> Data to use:
== Segment start ==

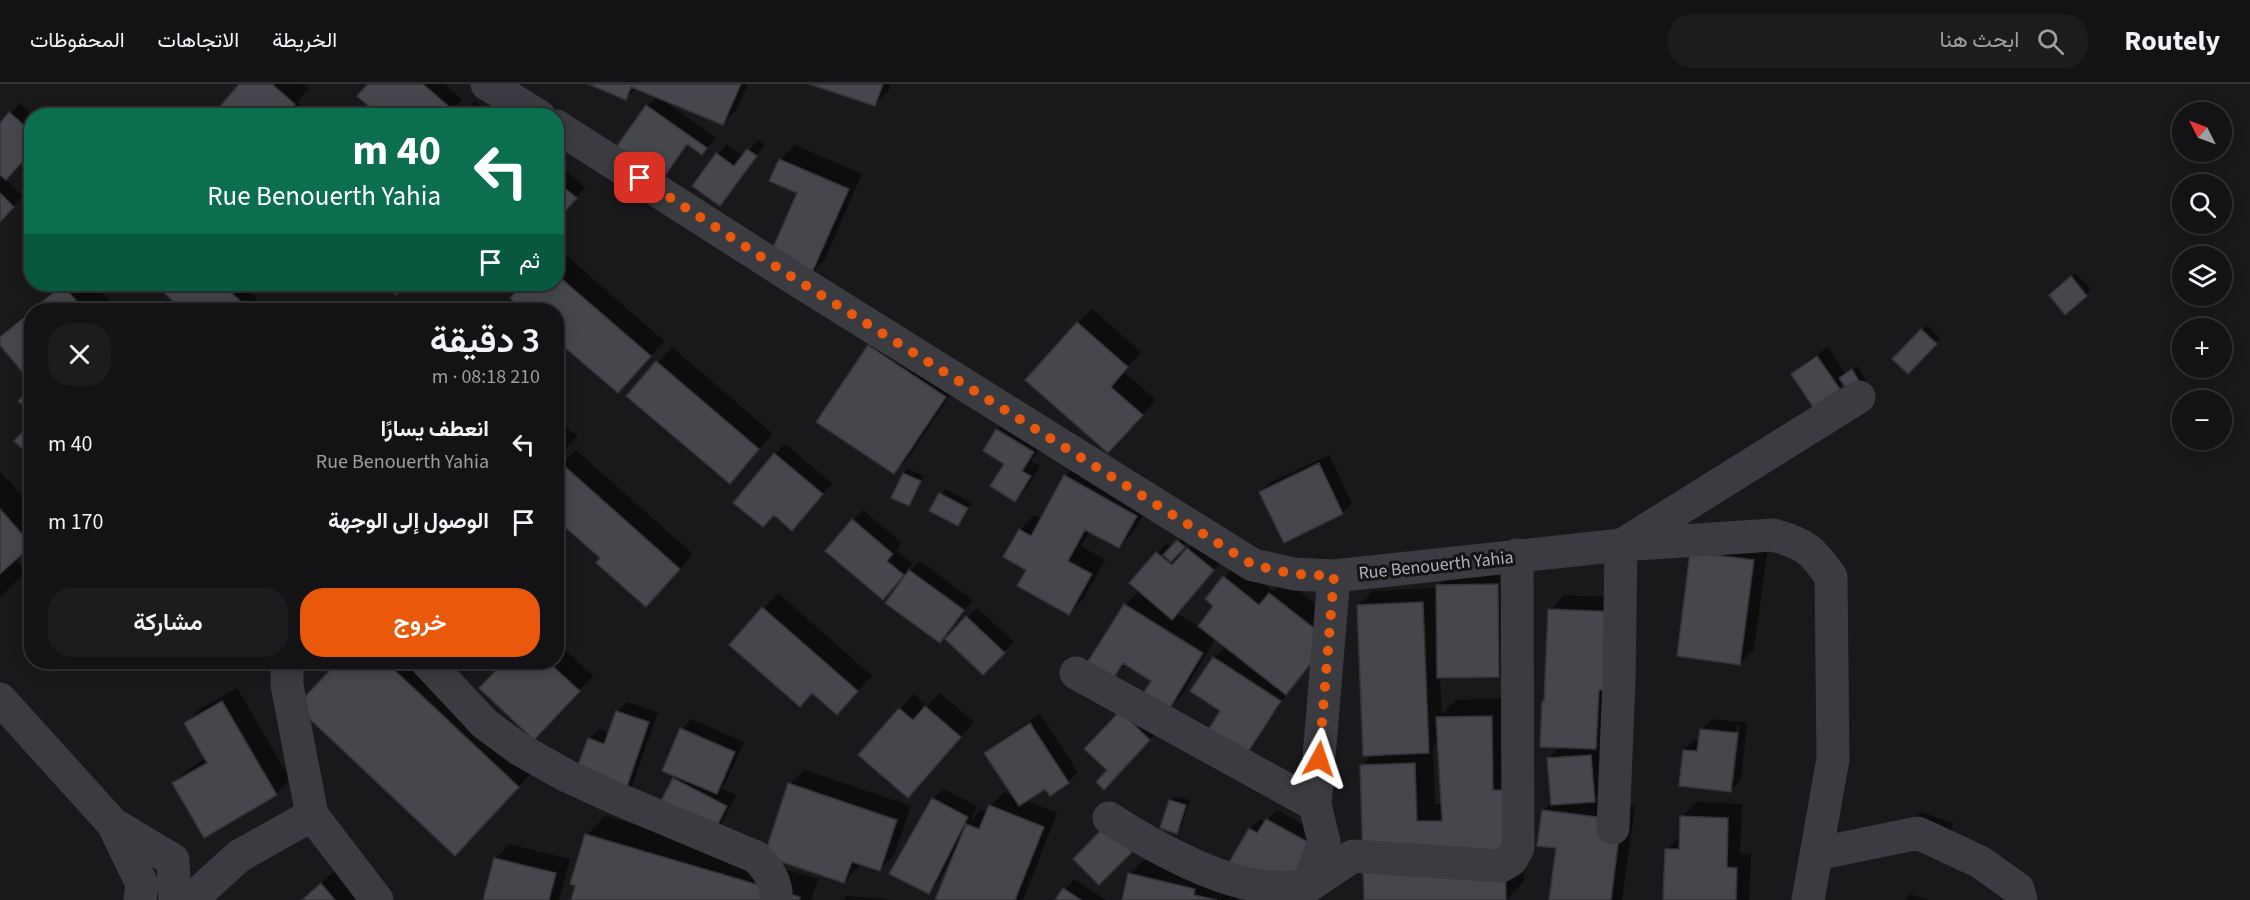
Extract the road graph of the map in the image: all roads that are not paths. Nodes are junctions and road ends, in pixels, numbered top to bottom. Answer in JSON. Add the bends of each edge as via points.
{"nodes":[{"id":1,"x":487,"y":84,"type":"edge"},
{"id":2,"x":527,"y":108,"type":"edge"},
{"id":3,"x":564,"y":131,"type":"edge"},
{"id":4,"x":1859,"y":397,"type":"dead end"},
{"id":5,"x":1621,"y":545,"type":"junction"},
{"id":6,"x":1517,"y":555,"type":"junction"},
{"id":7,"x":1334,"y":576,"type":"junction"},
{"id":8,"x":287,"y":669,"type":"edge"},
{"id":9,"x":434,"y":669,"type":"edge"},
{"id":10,"x":1076,"y":673,"type":"dead end"},
{"id":11,"x":0,"y":699,"type":"edge"},
{"id":12,"x":1315,"y":805,"type":"junction"},
{"id":13,"x":312,"y":815,"type":"junction"},
{"id":14,"x":1109,"y":818,"type":"dead end"},
{"id":15,"x":112,"y":824,"type":"junction"},
{"id":16,"x":1613,"y":828,"type":"dead end"},
{"id":17,"x":1816,"y":854,"type":"junction"},
{"id":18,"x":1307,"y":887,"type":"junction"},
{"id":19,"x":140,"y":900,"type":"edge"},
{"id":20,"x":175,"y":900,"type":"edge"},
{"id":21,"x":191,"y":900,"type":"edge"},
{"id":22,"x":377,"y":900,"type":"edge"},
{"id":23,"x":776,"y":900,"type":"edge"},
{"id":24,"x":1808,"y":900,"type":"edge"},
{"id":25,"x":2021,"y":900,"type":"edge"}],
"edges":[{"from":1,"to":2,"type":"street"},
{"from":3,"to":7,"type":"street","name":"Rue Benouerth Yahia","via":[[1253,565],[1294,574]]},
{"from":4,"to":5,"type":"street"},
{"from":5,"to":6,"type":"street","name":"Rue Benouerth Yahia"},
{"from":5,"to":16,"type":"street"},
{"from":5,"to":17,"type":"street","name":"Rue Benouerth Yahia","via":[[1773,535],[1797,542],[1817,557],[1831,577],[1833,759]]},
{"from":6,"to":7,"type":"street","name":"Rue Benouerth Yahia"},
{"from":6,"to":18,"type":"street","via":[[1518,848],[1511,860],[1500,866],[1353,855]]},
{"from":7,"to":12,"type":"street"},
{"from":8,"to":13,"type":"street"},
{"from":9,"to":23,"type":"street","via":[[485,724],[519,749],[613,797],[756,857],[769,870]]},
{"from":10,"to":12,"type":"street"},
{"from":11,"to":15,"type":"street"},
{"from":12,"to":18,"type":"street","via":[[1324,842]]},
{"from":13,"to":21,"type":"street","via":[[239,856]]},
{"from":13,"to":22,"type":"street"},
{"from":14,"to":18,"type":"street","via":[[1146,843],[1244,883]]},
{"from":15,"to":19,"type":"street","via":[[142,884]]},
{"from":15,"to":20,"type":"street","via":[[173,860]]},
{"from":17,"to":24,"type":"street","name":"Rue Benouerth Yahia"},
{"from":17,"to":25,"type":"street","via":[[1917,832],[1980,862],[2018,889]]}]}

== Segment end ==

> What this task involves: Each record above is to be written out exactly; the pictures are not.

> Response to this exercise:
Extract the road graph of the map in the image: all roads that are not paths. Nodes are junctions and road ends, in pixels, numbered top to bottom. Answer in JSON. Add the bends of each edge as via points.
{"nodes":[{"id":1,"x":487,"y":84,"type":"edge"},
{"id":2,"x":527,"y":108,"type":"edge"},
{"id":3,"x":564,"y":131,"type":"edge"},
{"id":4,"x":1859,"y":397,"type":"dead end"},
{"id":5,"x":1621,"y":545,"type":"junction"},
{"id":6,"x":1517,"y":555,"type":"junction"},
{"id":7,"x":1334,"y":576,"type":"junction"},
{"id":8,"x":287,"y":669,"type":"edge"},
{"id":9,"x":434,"y":669,"type":"edge"},
{"id":10,"x":1076,"y":673,"type":"dead end"},
{"id":11,"x":0,"y":699,"type":"edge"},
{"id":12,"x":1315,"y":805,"type":"junction"},
{"id":13,"x":312,"y":815,"type":"junction"},
{"id":14,"x":1109,"y":818,"type":"dead end"},
{"id":15,"x":112,"y":824,"type":"junction"},
{"id":16,"x":1613,"y":828,"type":"dead end"},
{"id":17,"x":1816,"y":854,"type":"junction"},
{"id":18,"x":1307,"y":887,"type":"junction"},
{"id":19,"x":140,"y":900,"type":"edge"},
{"id":20,"x":175,"y":900,"type":"edge"},
{"id":21,"x":191,"y":900,"type":"edge"},
{"id":22,"x":377,"y":900,"type":"edge"},
{"id":23,"x":776,"y":900,"type":"edge"},
{"id":24,"x":1808,"y":900,"type":"edge"},
{"id":25,"x":2021,"y":900,"type":"edge"}],
"edges":[{"from":1,"to":2,"type":"street"},
{"from":3,"to":7,"type":"street","name":"Rue Benouerth Yahia","via":[[1253,565],[1294,574]]},
{"from":4,"to":5,"type":"street"},
{"from":5,"to":6,"type":"street","name":"Rue Benouerth Yahia"},
{"from":5,"to":16,"type":"street"},
{"from":5,"to":17,"type":"street","name":"Rue Benouerth Yahia","via":[[1773,535],[1797,542],[1817,557],[1831,577],[1833,759]]},
{"from":6,"to":7,"type":"street","name":"Rue Benouerth Yahia"},
{"from":6,"to":18,"type":"street","via":[[1518,848],[1511,860],[1500,866],[1353,855]]},
{"from":7,"to":12,"type":"street"},
{"from":8,"to":13,"type":"street"},
{"from":9,"to":23,"type":"street","via":[[485,724],[519,749],[613,797],[756,857],[769,870]]},
{"from":10,"to":12,"type":"street"},
{"from":11,"to":15,"type":"street"},
{"from":12,"to":18,"type":"street","via":[[1324,842]]},
{"from":13,"to":21,"type":"street","via":[[239,856]]},
{"from":13,"to":22,"type":"street"},
{"from":14,"to":18,"type":"street","via":[[1146,843],[1244,883]]},
{"from":15,"to":19,"type":"street","via":[[142,884]]},
{"from":15,"to":20,"type":"street","via":[[173,860]]},
{"from":17,"to":24,"type":"street","name":"Rue Benouerth Yahia"},
{"from":17,"to":25,"type":"street","via":[[1917,832],[1980,862],[2018,889]]}]}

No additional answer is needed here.